Where Dodig is taking the bank, mortgages will be just one piece of a much more extensive relationship, that includes bank deposits, investment accounts, small- and large-business loans, and much more.
Earlier this year, CIBC acquired Wellington Financial, one of Canada’s most successful tech venture capital companies, headed by Mark McQueen, an industry veteran.

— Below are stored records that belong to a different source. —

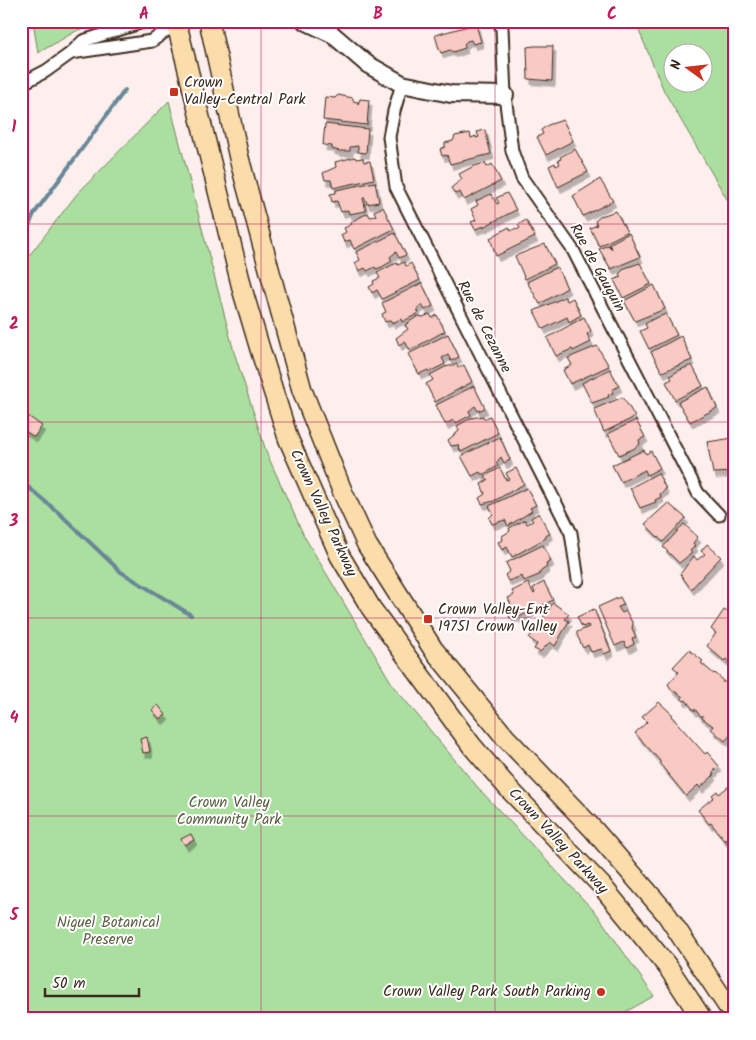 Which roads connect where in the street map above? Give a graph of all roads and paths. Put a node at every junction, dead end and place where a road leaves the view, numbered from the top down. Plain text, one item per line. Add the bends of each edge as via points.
1 (146, 21) edge
2 (209, 21) edge
3 (305, 21) edge
4 (498, 21) edge
5 (177, 22) edge
6 (71, 53) junction
7 (21, 84) edge
8 (402, 84) junction
9 (505, 95) junction
10 (719, 515) dead end
11 (578, 580) dead end
12 (735, 1018) edge
13 (702, 1019) edge

1 - 6 street via 83,41
2 - 12 main road, Crown Valley Parkway via 239,158 302,390 332,467 368,545 433,650 505,737 593,829 665,912
3 - 8 street via 332,34 366,64
4 - 9 street, Rue de Gauguin via 502,28
5 - 6 street via 152,41
5 - 13 main road, Crown Valley Parkway via 242,292 288,438 340,556 371,608 472,746 601,885 668,967
6 - 7 street
8 - 9 street via 451,94
8 - 11 street, Rue de Cezanne via 389,137 396,187 571,533
9 - 10 street, Rue de Gauguin via 512,151 522,178 573,250 698,492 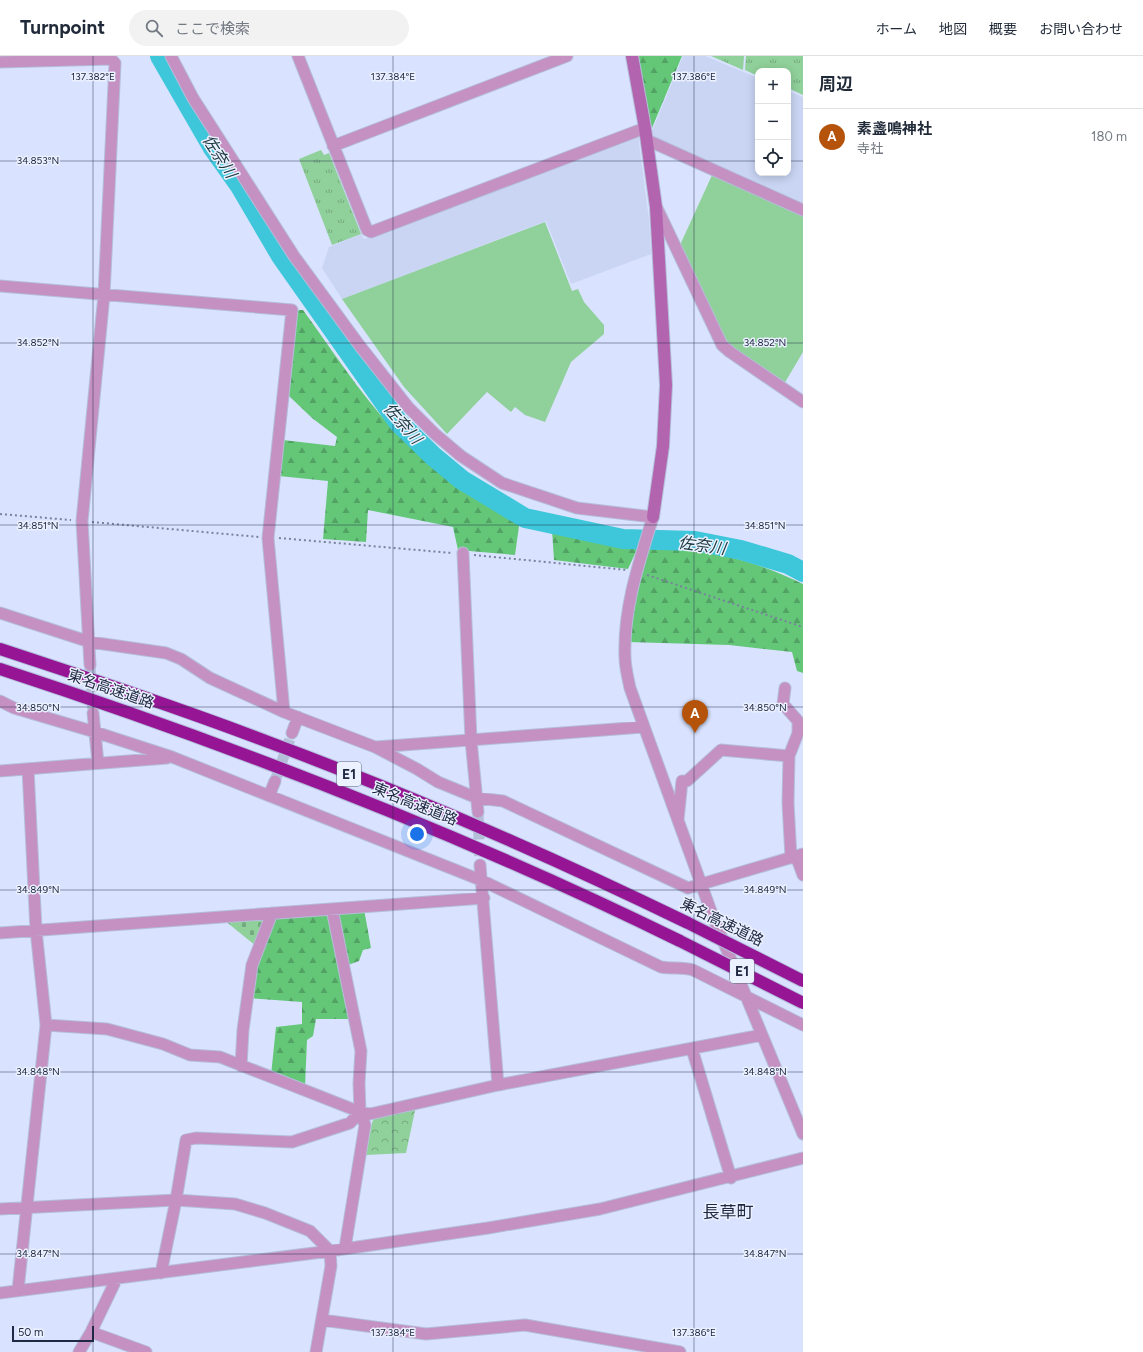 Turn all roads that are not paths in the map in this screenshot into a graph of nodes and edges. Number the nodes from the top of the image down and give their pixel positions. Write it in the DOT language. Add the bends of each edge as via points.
graph roads {
  1 [pos="171,56"];
  2 [pos="298,56"];
  3 [pos="567,56"];
  4 [pos="632,56"];
  5 [pos="0,62"];
  6 [pos="646,134"];
  7 [pos="333,146"];
  8 [pos="656,207"];
  9 [pos="803,210"];
  10 [pos="0,286"];
  11 [pos="104,295"];
  12 [pos="803,402"];
  13 [pos="653,517"];
  14 [pos="462,553"];
  15 [pos="0,614"];
  16 [pos="90,642"];
  17 [pos="0,649"];
  18 [pos="90,664"];
  19 [pos="0,669"];
  20 [pos="785,688"];
  21 [pos="0,701"];
  22 [pos="284,712"];
  23 [pos="93,713"];
  24 [pos="298,717"];
  25 [pos="643,727"];
  26 [pos="95,732"];
  27 [pos="292,733"];
  28 [pos="471,740"];
  29 [pos="375,747"];
  30 [pos="789,756"];
  31 [pos="172,757"];
  32 [pos="98,763"];
  33 [pos="28,768"];
  34 [pos="0,771"];
  35 [pos="275,781"];
  36 [pos="269,796"];
  37 [pos="477,798"];
  38 [pos="478,812"];
  39 [pos="678,823"];
  40 [pos="797,856"];
  41 [pos="480,865"];
  42 [pos="803,875"];
  43 [pos="482,881"];
  44 [pos="702,883"];
  45 [pos="484,898"];
  46 [pos="332,909"];
  47 [pos="272,913"];
  48 [pos="36,930"];
  49 [pos="0,933"];
  50 [pos="803,981"];
  51 [pos="745,995"];
  52 [pos="803,1003"];
  53 [pos="46,1025"];
  54 [pos="803,1025"];
  55 [pos="762,1035"];
  56 [pos="692,1048"];
  57 [pos="241,1066"];
  58 [pos="498,1085"];
  59 [pos="360,1112"];
  60 [pos="803,1134"];
  61 [pos="803,1158"];
  62 [pos="731,1178"];
  63 [pos="176,1200"];
  64 [pos="27,1208"];
  65 [pos="0,1209"];
  66 [pos="345,1248"];
  67 [pos="330,1251"];
  68 [pos="161,1273"];
  69 [pos="116,1280"];
  70 [pos="18,1290"];
  71 [pos="0,1293"];
  72 [pos="322,1320"];
  73 [pos="91,1332"];
  74 [pos="626,1347"];
  75 [pos="78,1352"];
  76 [pos="146,1352"];
  77 [pos="316,1352"];
  78 [pos="680,1352"];
  1 -- 13 [label="street" via="193,98 294,256 408,407 435,434 461,456 502,483 577,508"];
  2 -- 7 [label="street"];
  3 -- 7 [label="street"];
  4 -- 6 [label="street"];
  5 -- 11 [label="street" via="110,59 116,63"];
  6 -- 7 [label="street" via="371,232 367,230"];
  6 -- 8 [label="street"];
  6 -- 9 [label="street"];
  8 -- 12 [label="street" via="722,345"];
  8 -- 13 [label="street" via="666,385 664,446"];
  10 -- 11 [label="street"];
  11 -- 16 [label="street" via="82,521"];
  11 -- 22 [label="street" via="292,310 268,538"];
  13 -- 25 [label="street" via="636,571 626,631 625,658 630,688"];
  14 -- 28 [label="street"];
  15 -- 16 [label="street"];
  16 -- 18 [label="street"];
  16 -- 22 [label="street" via="166,653 181,659 210,678"];
  17 -- 50 [label="highway, 東名高速道路 / E1, bridge" via="279,746 410,798 688,923"];
  19 -- 52 [label="highway, 東名高速道路 / E1, bridge" via="109,704 272,764 515,864 680,941"];
  20 -- 30 [label="street" via="783,704 798,721 798,733"];
  21 -- 26 [label="street" via="14,708"];
  22 -- 24 [label="street"];
  23 -- 26 [label="street"];
  24 -- 27 [label="street"];
  24 -- 29 [label="street"];
  25 -- 28 [label="street"];
  25 -- 39 [label="street"];
  26 -- 31 [label="street"];
  26 -- 32 [label="street"];
  28 -- 29 [label="street"];
  28 -- 37 [label="street"];
  29 -- 37 [label="street" via="417,768 438,782"];
  30 -- 39 [label="street" via="721,750 687,781 682,781"];
  30 -- 40 [label="street" via="788,803"];
  31 -- 32 [label="street"];
  31 -- 36 [label="street"];
  32 -- 33 [label="street"];
  33 -- 34 [label="street"];
  33 -- 48 [label="street"];
  35 -- 36 [label="street"];
  36 -- 43 [label="street"];
  37 -- 38 [label="street"];
  37 -- 44 [label="street" via="503,801 688,888"];
  39 -- 44 [label="street"];
  40 -- 42 [label="street"];
  40 -- 44 [label="street"];
  41 -- 43 [label="street"];
  43 -- 45 [label="street"];
  43 -- 51 [label="street" via="661,967 693,970"];
  44 -- 51 [label="street"];
  45 -- 46 [label="street"];
  45 -- 58 [label="street"];
  46 -- 47 [label="street"];
  46 -- 59 [label="street" via="361,1050"];
  47 -- 48 [label="street"];
  47 -- 57 [label="street" via="252,965"];
  48 -- 49 [label="street"];
  48 -- 53 [label="street"];
  51 -- 54 [label="street"];
  51 -- 55 [label="street"];
  53 -- 57 [label="street" via="107,1029 163,1044 190,1055 220,1058"];
  53 -- 64 [label="street"];
  55 -- 56 [label="street"];
  55 -- 60 [label="street"];
  56 -- 58 [label="street"];
  56 -- 62 [label="street"];
  57 -- 59 [label="street"];
  58 -- 59 [label="street" via="370,1114"];
  59 -- 63 [label="street" via="350,1123 292,1142 196,1138 186,1140"];
  59 -- 66 [label="street" via="365,1125"];
  61 -- 62 [label="street"];
  62 -- 66 [label="street" via="600,1209"];
  63 -- 64 [label="street"];
  63 -- 67 [label="street" via="235,1204 265,1213 310,1231"];
  63 -- 68 [label="street"];
  64 -- 65 [label="street"];
  64 -- 70 [label="street"];
  66 -- 67 [label="street"];
  67 -- 68 [label="street"];
  67 -- 72 [label="street" via="331,1266"];
  68 -- 69 [label="street"];
  69 -- 70 [label="street"];
  69 -- 73 [label="street"];
  70 -- 71 [label="street"];
  72 -- 74 [label="street" via="426,1334 525,1325"];
  72 -- 77 [label="street"];
  73 -- 75 [label="street"];
  73 -- 76 [label="street"];
  74 -- 78 [label="street"];
}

McQueen, who stayed on with the bank and heads up its Innovation Banking division, plans to take the division North American wide.
Over the past nine months, McQueen has been busy building a top-notch group of employees — he’s hired six managing directors from rival firms; the number of employees has grown to 30 people working out of seven offices across North America — to take CIBC Innovation Banking to the next level attracting early- and late-stage tech companies to its array of services, including lending.
Hootsuite and more
In March of this year, CIBC’s innovation division provided $65 million in credit financing to Hootsuite, the Vancouver-based social media-management solution that allows companies to organize and run their social media programs.
It starts with a loan, but eventually the relationship could extend to other banking products until CIBC isn’t just a one-trick pony in the eyes of its client.
“It’s a good exposure,” Dodig told the Globe and Mail in September when talking about its newer mortgage clients. “Get enamoured with the fact that we can actually grow those relationships over time.”
Many of the men and women who work at Hootsuite likely need a mortgage. With CIBC stepping up to the plate to help it grow its business outside North America, it’s in a much better position to provide the company’s well-paid employees with a mortgage.
As Dodig likes to say, commerce, not mortgages, is what will drive CIBC in the future, and that’s a very good thing.
The bottom line on CM stock
CIBC’s current yield is 4.7%. That’s equal to Bank of Nova Scotia and higher than the other three of the big banks. That in itself is very attractive.
However, it is Mark McQueen and the work getting done at CIBC Innovation Banking that’s got me genuinely excited about the trajectory of its future stock price.
$125, here we come.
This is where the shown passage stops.